§ **Task to carry out**:
All lines of the listing that contain "Eminence" should be shown in full.

§ **Materials provided**:
────────────────────────────────────────

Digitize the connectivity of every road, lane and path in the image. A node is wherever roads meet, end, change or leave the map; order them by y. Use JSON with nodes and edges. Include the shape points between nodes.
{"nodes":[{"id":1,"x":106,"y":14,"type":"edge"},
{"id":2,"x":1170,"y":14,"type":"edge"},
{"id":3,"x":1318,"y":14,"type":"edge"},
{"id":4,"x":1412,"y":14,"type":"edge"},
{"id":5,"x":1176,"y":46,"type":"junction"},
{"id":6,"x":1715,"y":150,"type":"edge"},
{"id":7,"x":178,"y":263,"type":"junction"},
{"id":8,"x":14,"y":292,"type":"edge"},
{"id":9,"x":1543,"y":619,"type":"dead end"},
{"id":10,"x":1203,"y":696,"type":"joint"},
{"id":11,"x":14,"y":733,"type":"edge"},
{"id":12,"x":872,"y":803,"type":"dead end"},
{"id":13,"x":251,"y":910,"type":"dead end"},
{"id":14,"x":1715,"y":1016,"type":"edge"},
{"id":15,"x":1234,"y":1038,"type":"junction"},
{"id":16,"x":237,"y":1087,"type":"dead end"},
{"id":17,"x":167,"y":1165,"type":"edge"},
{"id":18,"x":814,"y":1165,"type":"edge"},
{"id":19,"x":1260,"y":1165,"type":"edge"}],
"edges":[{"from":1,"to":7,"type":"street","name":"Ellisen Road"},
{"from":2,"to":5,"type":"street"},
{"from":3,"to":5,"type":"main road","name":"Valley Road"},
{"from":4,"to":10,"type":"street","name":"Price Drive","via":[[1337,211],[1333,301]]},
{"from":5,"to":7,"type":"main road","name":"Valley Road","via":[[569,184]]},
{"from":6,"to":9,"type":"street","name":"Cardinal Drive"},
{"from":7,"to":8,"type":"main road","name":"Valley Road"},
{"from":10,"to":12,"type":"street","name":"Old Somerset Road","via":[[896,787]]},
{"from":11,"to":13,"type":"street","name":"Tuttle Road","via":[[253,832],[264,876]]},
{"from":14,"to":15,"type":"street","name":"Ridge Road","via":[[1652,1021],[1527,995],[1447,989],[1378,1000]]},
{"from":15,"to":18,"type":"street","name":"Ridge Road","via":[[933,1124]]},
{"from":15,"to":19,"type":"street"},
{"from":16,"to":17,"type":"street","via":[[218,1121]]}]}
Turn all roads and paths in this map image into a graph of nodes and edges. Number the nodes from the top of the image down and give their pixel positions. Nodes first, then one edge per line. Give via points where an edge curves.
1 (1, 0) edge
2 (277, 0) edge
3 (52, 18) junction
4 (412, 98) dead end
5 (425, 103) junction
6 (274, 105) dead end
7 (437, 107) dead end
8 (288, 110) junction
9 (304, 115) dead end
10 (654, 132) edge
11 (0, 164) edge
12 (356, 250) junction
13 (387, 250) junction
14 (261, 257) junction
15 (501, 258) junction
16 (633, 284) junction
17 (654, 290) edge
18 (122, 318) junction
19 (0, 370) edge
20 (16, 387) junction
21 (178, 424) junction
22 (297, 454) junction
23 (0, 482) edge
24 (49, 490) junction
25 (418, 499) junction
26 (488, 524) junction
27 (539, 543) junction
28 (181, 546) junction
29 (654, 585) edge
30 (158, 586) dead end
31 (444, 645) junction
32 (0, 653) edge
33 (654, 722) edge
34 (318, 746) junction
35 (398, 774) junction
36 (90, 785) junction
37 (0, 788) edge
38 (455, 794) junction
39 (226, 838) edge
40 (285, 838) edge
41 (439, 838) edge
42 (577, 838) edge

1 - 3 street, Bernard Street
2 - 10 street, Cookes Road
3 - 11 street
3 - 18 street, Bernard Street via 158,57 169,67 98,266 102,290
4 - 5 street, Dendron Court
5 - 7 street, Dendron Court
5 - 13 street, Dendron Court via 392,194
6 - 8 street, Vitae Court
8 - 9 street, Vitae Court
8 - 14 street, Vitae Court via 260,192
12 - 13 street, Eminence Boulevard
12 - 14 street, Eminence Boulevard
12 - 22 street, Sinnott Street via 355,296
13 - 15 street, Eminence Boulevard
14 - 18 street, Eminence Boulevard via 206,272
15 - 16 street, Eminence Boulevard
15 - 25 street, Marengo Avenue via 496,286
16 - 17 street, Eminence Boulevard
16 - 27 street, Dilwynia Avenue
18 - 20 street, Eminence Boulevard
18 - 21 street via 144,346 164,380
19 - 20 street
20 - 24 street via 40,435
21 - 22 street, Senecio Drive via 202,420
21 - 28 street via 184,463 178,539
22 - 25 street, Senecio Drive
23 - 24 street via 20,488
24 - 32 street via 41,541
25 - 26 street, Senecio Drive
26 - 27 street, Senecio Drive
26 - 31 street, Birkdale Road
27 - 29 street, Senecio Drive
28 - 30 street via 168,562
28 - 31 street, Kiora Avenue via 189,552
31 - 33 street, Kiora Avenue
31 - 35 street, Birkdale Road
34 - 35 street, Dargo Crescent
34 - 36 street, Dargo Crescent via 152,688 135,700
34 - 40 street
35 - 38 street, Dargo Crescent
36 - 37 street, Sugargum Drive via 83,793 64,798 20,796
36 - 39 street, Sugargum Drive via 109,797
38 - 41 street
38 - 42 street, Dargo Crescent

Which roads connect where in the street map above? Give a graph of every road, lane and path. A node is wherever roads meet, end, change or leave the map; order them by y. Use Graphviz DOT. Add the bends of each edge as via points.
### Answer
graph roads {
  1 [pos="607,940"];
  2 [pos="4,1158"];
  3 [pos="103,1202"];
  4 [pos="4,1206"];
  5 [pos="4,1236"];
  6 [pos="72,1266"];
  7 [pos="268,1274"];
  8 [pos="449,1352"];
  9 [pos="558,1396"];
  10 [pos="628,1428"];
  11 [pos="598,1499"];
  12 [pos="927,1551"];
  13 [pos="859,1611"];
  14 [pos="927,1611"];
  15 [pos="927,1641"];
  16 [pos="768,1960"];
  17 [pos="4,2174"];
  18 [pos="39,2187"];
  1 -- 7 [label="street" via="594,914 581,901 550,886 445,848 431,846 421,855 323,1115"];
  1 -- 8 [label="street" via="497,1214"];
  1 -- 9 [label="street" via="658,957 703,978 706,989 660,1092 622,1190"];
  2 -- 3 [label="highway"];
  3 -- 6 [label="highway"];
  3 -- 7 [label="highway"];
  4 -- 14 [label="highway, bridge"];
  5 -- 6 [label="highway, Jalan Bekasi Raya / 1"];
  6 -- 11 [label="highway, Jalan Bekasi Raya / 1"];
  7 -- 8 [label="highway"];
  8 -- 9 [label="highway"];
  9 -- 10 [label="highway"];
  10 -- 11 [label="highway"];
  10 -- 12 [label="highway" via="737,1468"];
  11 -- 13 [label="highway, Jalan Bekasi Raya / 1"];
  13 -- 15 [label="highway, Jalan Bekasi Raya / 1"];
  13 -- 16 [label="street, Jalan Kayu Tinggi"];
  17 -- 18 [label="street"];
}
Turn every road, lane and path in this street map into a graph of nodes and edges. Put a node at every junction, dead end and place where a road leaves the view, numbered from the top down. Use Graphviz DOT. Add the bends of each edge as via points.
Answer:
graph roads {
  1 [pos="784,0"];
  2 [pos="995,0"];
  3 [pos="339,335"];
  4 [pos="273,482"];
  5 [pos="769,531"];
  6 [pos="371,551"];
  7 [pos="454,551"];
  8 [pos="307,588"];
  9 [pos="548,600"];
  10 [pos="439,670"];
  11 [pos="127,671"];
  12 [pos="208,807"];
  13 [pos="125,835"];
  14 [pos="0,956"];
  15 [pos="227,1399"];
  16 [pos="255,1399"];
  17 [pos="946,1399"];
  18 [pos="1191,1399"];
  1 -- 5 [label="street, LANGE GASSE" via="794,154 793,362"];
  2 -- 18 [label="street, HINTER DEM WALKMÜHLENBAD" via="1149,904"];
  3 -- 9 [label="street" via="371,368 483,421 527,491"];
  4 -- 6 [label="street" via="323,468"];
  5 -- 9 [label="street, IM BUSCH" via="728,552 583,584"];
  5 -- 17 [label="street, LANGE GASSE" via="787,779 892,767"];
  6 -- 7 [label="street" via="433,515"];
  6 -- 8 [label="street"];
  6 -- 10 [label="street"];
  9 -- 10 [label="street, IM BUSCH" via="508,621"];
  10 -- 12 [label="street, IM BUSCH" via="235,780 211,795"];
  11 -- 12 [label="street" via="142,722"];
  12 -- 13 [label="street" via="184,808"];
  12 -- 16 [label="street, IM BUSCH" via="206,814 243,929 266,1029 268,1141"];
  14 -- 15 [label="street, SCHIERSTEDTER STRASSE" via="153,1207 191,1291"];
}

────────────────────────────────────────

§ **Response**:
12 - 13 street, Eminence Boulevard
12 - 14 street, Eminence Boulevard
13 - 15 street, Eminence Boulevard
14 - 18 street, Eminence Boulevard via 206,272
15 - 16 street, Eminence Boulevard
16 - 17 street, Eminence Boulevard
18 - 20 street, Eminence Boulevard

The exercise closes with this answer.